I tightened up some parts of SacMusic's codebase. Most notably, I have the front-end and back-end containers running as unprivileged users inside the containers. I also shut down the Django error pages, which I had left enabled. I need to go through the Django docs and actually learn how to deploy a Django app properly.
I read the 12-factor app site again today. Last time I read it a few years ago I didn't understand any of it. Now I understand most of it, and I was already working towards most of the steps already. After reading it though, I am starting to think that I should use venv
in my Python containers. OS packages are implicit and could change out from under me. Using venv
also means I could get auto-complete in VS Code without having to connect into the container.
Next steps
I'm trying to wrap up just a few loose ends on SacMusic and Jenkins before I move on to other things.

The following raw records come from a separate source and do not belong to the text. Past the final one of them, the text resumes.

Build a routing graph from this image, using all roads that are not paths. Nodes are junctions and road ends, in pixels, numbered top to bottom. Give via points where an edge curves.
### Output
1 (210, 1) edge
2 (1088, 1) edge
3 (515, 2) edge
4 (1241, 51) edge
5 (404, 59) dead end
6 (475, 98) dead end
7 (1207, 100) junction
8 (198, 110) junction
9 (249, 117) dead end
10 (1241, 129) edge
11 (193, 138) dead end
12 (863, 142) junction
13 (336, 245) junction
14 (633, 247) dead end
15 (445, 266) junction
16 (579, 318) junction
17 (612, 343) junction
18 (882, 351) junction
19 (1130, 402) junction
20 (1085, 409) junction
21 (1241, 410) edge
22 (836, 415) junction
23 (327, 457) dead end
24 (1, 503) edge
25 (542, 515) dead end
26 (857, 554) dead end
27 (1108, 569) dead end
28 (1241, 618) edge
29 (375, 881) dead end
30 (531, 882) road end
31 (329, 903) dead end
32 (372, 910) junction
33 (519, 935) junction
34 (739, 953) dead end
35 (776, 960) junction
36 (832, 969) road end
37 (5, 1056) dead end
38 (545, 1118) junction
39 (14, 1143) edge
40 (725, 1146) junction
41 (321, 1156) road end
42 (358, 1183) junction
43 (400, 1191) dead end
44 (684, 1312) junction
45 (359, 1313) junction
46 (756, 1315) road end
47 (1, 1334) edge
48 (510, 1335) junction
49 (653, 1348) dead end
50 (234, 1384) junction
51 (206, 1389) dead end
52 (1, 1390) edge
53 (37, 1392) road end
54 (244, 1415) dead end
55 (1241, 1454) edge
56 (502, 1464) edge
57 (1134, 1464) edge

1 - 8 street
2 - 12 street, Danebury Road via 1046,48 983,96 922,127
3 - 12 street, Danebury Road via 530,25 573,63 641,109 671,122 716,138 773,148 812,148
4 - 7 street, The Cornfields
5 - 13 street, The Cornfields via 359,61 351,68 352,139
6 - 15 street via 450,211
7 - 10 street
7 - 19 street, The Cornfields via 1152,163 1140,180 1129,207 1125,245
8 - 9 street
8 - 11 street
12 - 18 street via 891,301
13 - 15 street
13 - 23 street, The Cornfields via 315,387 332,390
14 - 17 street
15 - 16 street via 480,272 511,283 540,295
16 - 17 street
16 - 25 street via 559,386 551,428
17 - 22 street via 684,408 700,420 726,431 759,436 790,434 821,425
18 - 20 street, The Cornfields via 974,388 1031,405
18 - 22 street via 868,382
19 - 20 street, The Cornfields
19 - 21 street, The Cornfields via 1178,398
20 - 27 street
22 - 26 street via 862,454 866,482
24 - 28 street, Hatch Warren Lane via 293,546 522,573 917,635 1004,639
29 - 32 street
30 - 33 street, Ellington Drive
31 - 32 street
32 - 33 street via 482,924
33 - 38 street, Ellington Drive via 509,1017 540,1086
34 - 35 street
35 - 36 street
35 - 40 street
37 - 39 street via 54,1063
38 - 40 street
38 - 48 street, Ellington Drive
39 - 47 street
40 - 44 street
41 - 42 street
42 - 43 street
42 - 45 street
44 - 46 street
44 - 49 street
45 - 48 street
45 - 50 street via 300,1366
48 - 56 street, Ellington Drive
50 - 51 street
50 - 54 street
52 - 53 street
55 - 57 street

- Get Jenkins to email me when builds succeed or fail
- Add the GitHub Authorization and email packages to my Jenkins Dockerfile
- Switch my nginx container to the unprivileged image from nginx
- Copy my Next.js static assets into the nginx container
- Make a better error page for Next.js
- Finish optimizing Django for production
- Add
venv
into the mix
After that, I'm going to call development done on SacMusic for a while. I want to prioritize containerizing this blog next.
Anyway, I didn't proof read any of this so it might now make a lot of sense. I'm pretty tired.